Information shown START

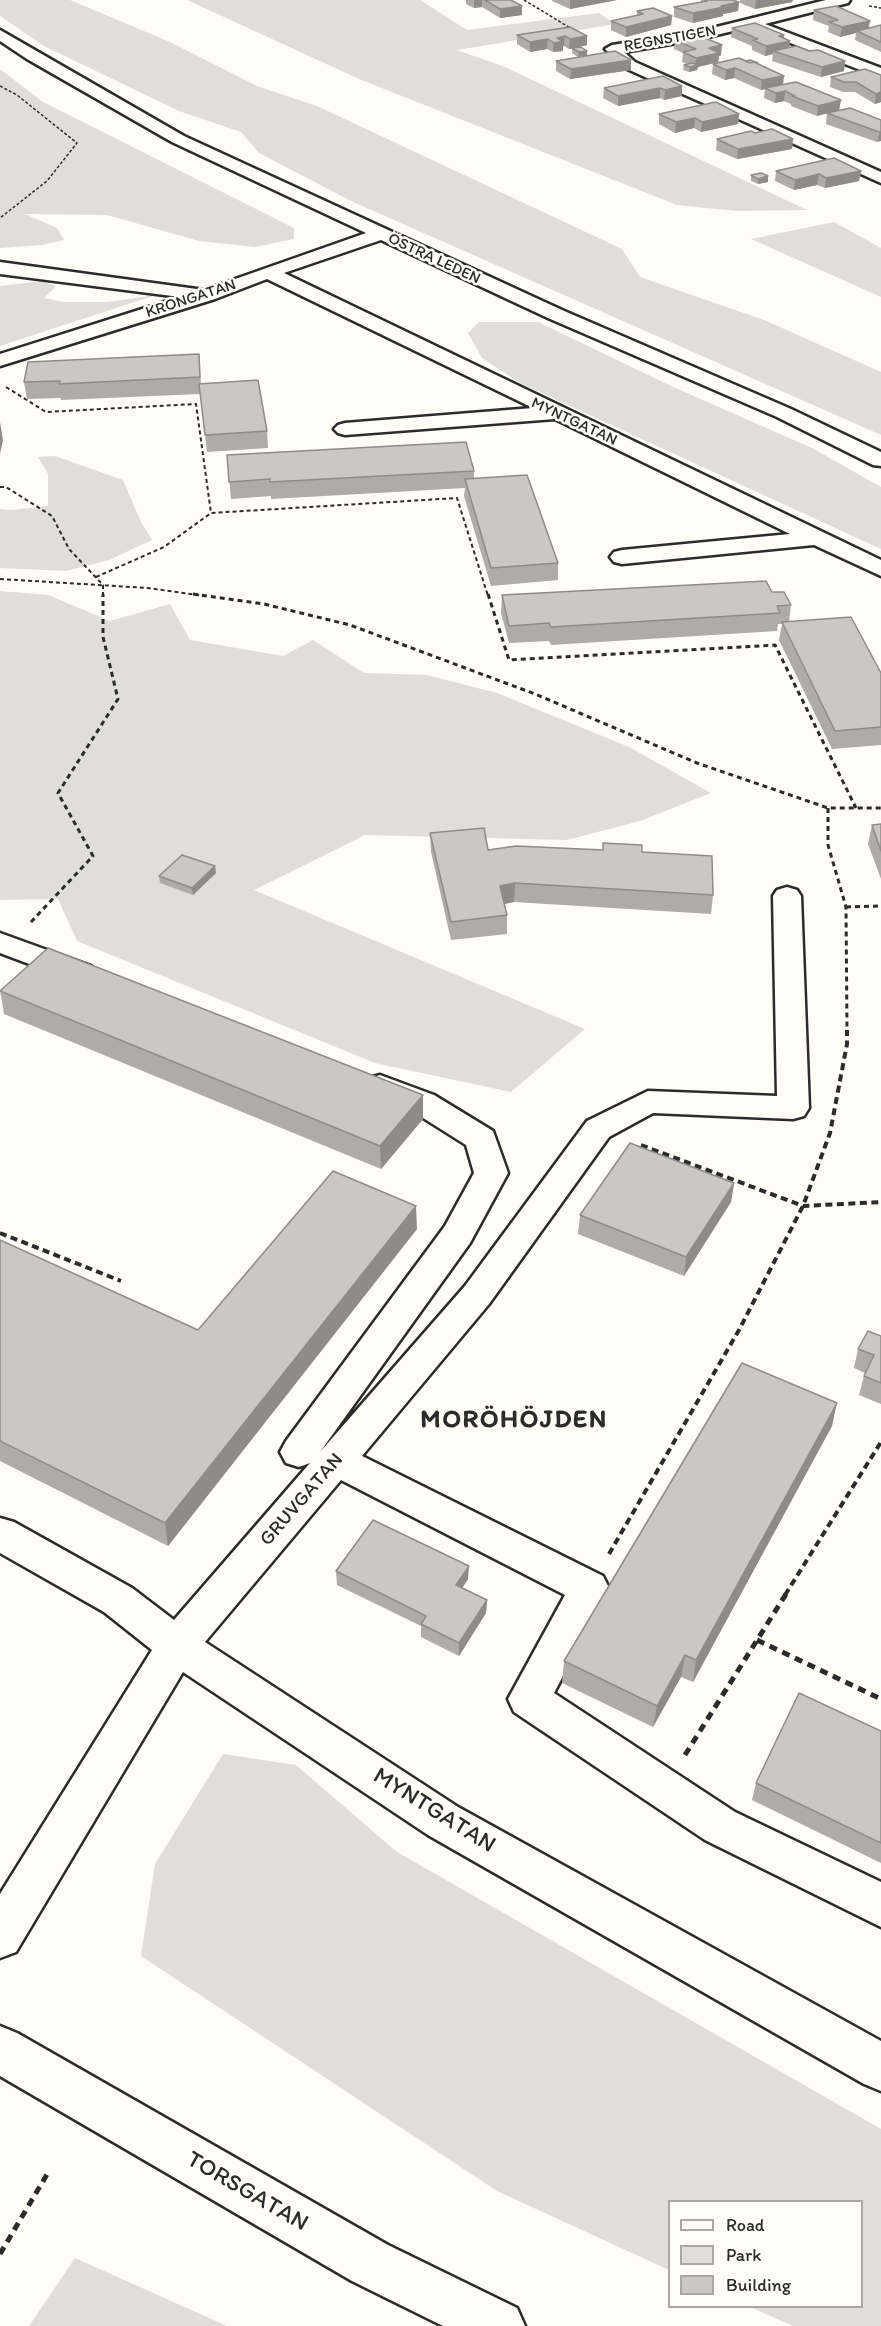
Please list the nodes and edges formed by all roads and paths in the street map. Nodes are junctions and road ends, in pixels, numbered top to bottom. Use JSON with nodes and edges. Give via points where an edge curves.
{"nodes":[{"id":1,"x":524,"y":0,"type":"edge"},
{"id":2,"x":843,"y":0,"type":"edge"},
{"id":3,"x":750,"y":23,"type":"junction"},
{"id":4,"x":0,"y":34,"type":"edge"},
{"id":5,"x":612,"y":49,"type":"junction"},
{"id":6,"x":881,"y":73,"type":"edge"},
{"id":7,"x":0,"y":86,"type":"edge"},
{"id":8,"x":881,"y":178,"type":"edge"},
{"id":9,"x":0,"y":218,"type":"edge"},
{"id":10,"x":381,"y":234,"type":"junction"},
{"id":11,"x":0,"y":268,"type":"edge"},
{"id":12,"x":269,"y":273,"type":"junction"},
{"id":13,"x":208,"y":295,"type":"junction"},
{"id":14,"x":0,"y":360,"type":"edge"},
{"id":15,"x":0,"y":384,"type":"edge"},
{"id":16,"x":555,"y":413,"type":"junction"},
{"id":17,"x":345,"y":429,"type":"dead end"},
{"id":18,"x":881,"y":460,"type":"edge"},
{"id":19,"x":0,"y":488,"type":"edge"},
{"id":20,"x":211,"y":513,"type":"junction"},
{"id":21,"x":818,"y":538,"type":"junction"},
{"id":22,"x":622,"y":557,"type":"dead end"},
{"id":23,"x":881,"y":569,"type":"edge"},
{"id":24,"x":96,"y":578,"type":"junction"},
{"id":25,"x":0,"y":579,"type":"edge"},
{"id":26,"x":103,"y":585,"type":"junction"},
{"id":27,"x":828,"y":808,"type":"junction"},
{"id":28,"x":856,"y":808,"type":"junction"},
{"id":29,"x":881,"y":808,"type":"edge"},
{"id":30,"x":787,"y":896,"type":"dead end"},
{"id":31,"x":881,"y":906,"type":"edge"},
{"id":32,"x":846,"y":908,"type":"junction"},
{"id":33,"x":3,"y":954,"type":"edge"},
{"id":34,"x":110,"y":984,"type":"edge"},
{"id":35,"x":356,"y":1077,"type":"edge"},
{"id":36,"x":598,"y":1129,"type":"junction"},
{"id":37,"x":881,"y":1202,"type":"edge"},
{"id":38,"x":803,"y":1206,"type":"junction"},
{"id":39,"x":0,"y":1233,"type":"edge"},
{"id":40,"x":121,"y":1281,"type":"dead end"},
{"id":41,"x":387,"y":1332,"type":"junction"},
{"id":42,"x":430,"y":1351,"type":"junction"},
{"id":43,"x":881,"y":1442,"type":"edge"},
{"id":44,"x":318,"y":1456,"type":"junction"},
{"id":45,"x":0,"y":1534,"type":"edge"},
{"id":46,"x":589,"y":1588,"type":"junction"},
{"id":47,"x":757,"y":1640,"type":"junction"},
{"id":48,"x":177,"y":1646,"type":"junction"},
{"id":49,"x":881,"y":1699,"type":"edge"},
{"id":50,"x":664,"y":1789,"type":"junction"},
{"id":51,"x":881,"y":1905,"type":"edge"},
{"id":52,"x":0,"y":1936,"type":"edge"},
{"id":53,"x":0,"y":2050,"type":"edge"},
{"id":54,"x":881,"y":2067,"type":"edge"},
{"id":55,"x":49,"y":2171,"type":"dead end"},
{"id":56,"x":0,"y":2254,"type":"edge"},
{"id":57,"x":499,"y":2326,"type":"edge"}],
"edges":[{"from":1,"to":5,"type":"path"},
{"from":2,"to":3,"type":"street","name":"REGNSTIGEN"},
{"from":3,"to":5,"type":"street","name":"REGNSTIGEN"},
{"from":3,"to":6,"type":"street"},
{"from":4,"to":10,"type":"street","name":"ÖSTRA LEDEN","via":[[178,139]]},
{"from":5,"to":8,"type":"street","name":"REGNSTIGEN","via":[[630,65]]},
{"from":7,"to":9,"type":"path","via":[[77,143],[47,181]]},
{"from":10,"to":12,"type":"street","name":"KRONGATAN"},
{"from":10,"to":18,"type":"street","name":"ÖSTRA LEDEN"},
{"from":11,"to":13,"type":"street"},
{"from":12,"to":13,"type":"street","name":"KRONGATAN"},
{"from":12,"to":16,"type":"street","name":"MYNTGATAN"},
{"from":13,"to":14,"type":"street","name":"KRONGATAN"},
{"from":15,"to":20,"type":"path","via":[[46,412],[196,404]]},
{"from":16,"to":17,"type":"street"},
{"from":16,"to":21,"type":"street","name":"MYNTGATAN"},
{"from":19,"to":24,"type":"path","via":[[6,487],[52,516],[69,549]]},
{"from":20,"to":24,"type":"path","via":[[164,547]]},
{"from":20,"to":28,"type":"path","via":[[457,498],[508,660],[775,645]]},
{"from":21,"to":22,"type":"street"},
{"from":21,"to":23,"type":"street","name":"MYNTGATAN"},
{"from":24,"to":26,"type":"path"},
{"from":25,"to":26,"type":"path"},
{"from":26,"to":27,"type":"path","via":[[264,604],[350,626],[535,694],[697,763]]},
{"from":26,"to":33,"type":"path","via":[[103,637],[118,699],[58,793],[93,856]]},
{"from":27,"to":28,"type":"path"},
{"from":27,"to":32,"type":"path","via":[[828,845]]},
{"from":28,"to":29,"type":"path"},
{"from":30,"to":36,"type":"street","name":"GRUVGATAN","via":[[793,1108],[648,1102]]},
{"from":31,"to":32,"type":"path"},
{"from":32,"to":38,"type":"path","via":[[847,1044],[830,1133]]},
{"from":33,"to":34,"type":"street"},
{"from":35,"to":41,"type":"street","via":[[423,1102],[481,1139],[491,1173],[458,1234]]},
{"from":36,"to":38,"type":"path"},
{"from":36,"to":42,"type":"street","name":"GRUVGATAN","via":[[477,1295]]},
{"from":37,"to":38,"type":"path"},
{"from":38,"to":46,"type":"path","via":[[739,1330]]},
{"from":39,"to":40,"type":"path"},
{"from":41,"to":42,"type":"street"},
{"from":41,"to":44,"type":"street"},
{"from":42,"to":44,"type":"street","name":"GRUVGATAN"},
{"from":43,"to":47,"type":"path"},
{"from":44,"to":46,"type":"street"},
{"from":44,"to":48,"type":"street","name":"GRUVGATAN"},
{"from":45,"to":48,"type":"street","name":"MYNTGATAN","via":[[118,1600]]},
{"from":46,"to":50,"type":"street","via":[[529,1699]]},
{"from":47,"to":49,"type":"path"},
{"from":47,"to":50,"type":"path"},
{"from":48,"to":52,"type":"street","name":"GRUVGATAN"},
{"from":48,"to":54,"type":"street","name":"MYNTGATAN","via":[[443,1821]]},
{"from":50,"to":51,"type":"street","via":[[720,1826]]},
{"from":53,"to":57,"type":"street","name":"TORSGATAN","via":[[370,2263]]},
{"from":55,"to":56,"type":"path"}]}
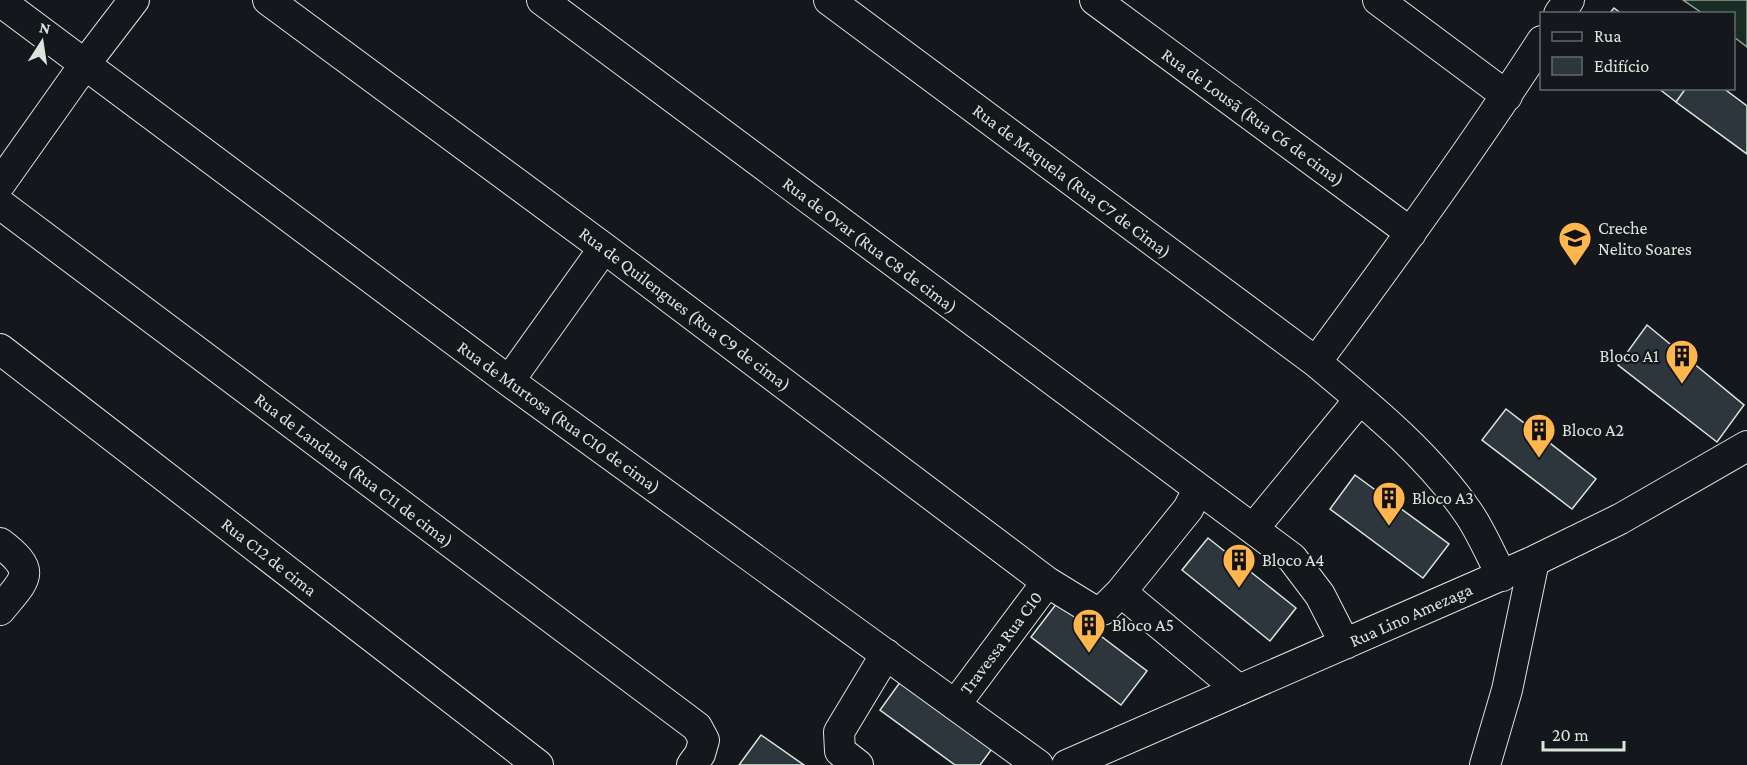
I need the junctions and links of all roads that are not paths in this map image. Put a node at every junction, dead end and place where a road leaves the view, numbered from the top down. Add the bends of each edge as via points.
1 (0, 0) edge
2 (134, 0) edge
3 (268, 0) edge
4 (542, 0) edge
5 (829, 0) edge
6 (1095, 0) edge
7 (1378, 0) edge
8 (1540, 44) edge
9 (85, 64) junction
10 (1507, 96) junction
11 (0, 184) edge
12 (0, 204) edge
13 (1411, 233) junction
14 (604, 248) junction
15 (0, 349) edge
16 (1316, 362) junction
17 (509, 381) junction
18 (1360, 399) junction
19 (1747, 446) edge
20 (1191, 502) junction
21 (1253, 529) junction
22 (0, 543) edge
23 (1534, 561) junction
24 (1502, 576) junction
25 (1047, 582) junction
26 (1112, 601) junction
27 (0, 610) edge
28 (1345, 644) junction
29 (886, 654) junction
30 (1239, 690) junction
31 (955, 705) junction
32 (698, 752) edge
33 (538, 765) edge
34 (858, 765) edge
35 (1038, 765) edge
36 (1067, 765) edge
37 (1485, 765) edge

1 - 9 street, Rua de Murtosa (Rua C10 de cima)
2 - 9 street
3 - 14 street, Rua de Quilengues (Rua C9 de cima)
4 - 20 street, Rua de Ovar (Rua C8 de cima)
5 - 16 street, Rua de Maquela (Rua C7 de Cima)
6 - 13 street, Rua de Lousã (Rua C6 de cima)
7 - 10 street
8 - 10 street
9 - 11 street
9 - 17 street, Rua de Murtosa (Rua C10 de cima)
10 - 13 street
12 - 32 street, Rua de Landana (Rua C11 de cima) via 697,727
13 - 16 street
14 - 17 street
14 - 25 street, Rua de Quilengues (Rua C9 de cima)
15 - 33 street, Rua C12 de cima
16 - 18 street, Rua de Maquela (Rua C7 de Cima)
17 - 29 street, Rua de Murtosa (Rua C10 de cima)
18 - 21 street
18 - 24 street, Rua de Maquela (Rua C7 de Cima) via 1411,444 1444,480 1471,516
19 - 23 street, Rua Lino Amezaga via 1620,519
20 - 21 street, Rua de Ovar (Rua C8 de cima)
20 - 26 street
21 - 28 street, Rua de Ovar (Rua C8 de cima) via 1292,558 1320,595
22 - 27 street via 23,563 25,573 22,584
23 - 24 street, Rua Lino Amezaga
23 - 37 street via 1507,690
24 - 28 street, Rua Lino Amezaga
25 - 26 street, Rua de Quilengues (Rua C9 de cima) via 1097,611
25 - 31 street, Travessa Rua C10
26 - 30 street, Rua de Quilengues (Rua C9 de cima)
28 - 30 street, Rua Lino Amezaga
29 - 31 street, Rua de Murtosa (Rua C10 de cima)
29 - 34 street via 838,732 840,751
30 - 36 street, Rua Lino Amezaga
31 - 35 street, Rua de Murtosa (Rua C10 de cima)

Information shown END

**Task directions**
From the data above, show each line that contains "dead".

**Response area**
{"id":17,"x":345,"y":429,"type":"dead end"},
{"id":22,"x":622,"y":557,"type":"dead end"},
{"id":30,"x":787,"y":896,"type":"dead end"},
{"id":40,"x":121,"y":1281,"type":"dead end"},
{"id":55,"x":49,"y":2171,"type":"dead end"},
I need the junctions and links of all roads that are not paths in this map image. Put a node at every junction, dead end and place where a road leaves the view, numbered from the top down. Add the bends of each edge as via points.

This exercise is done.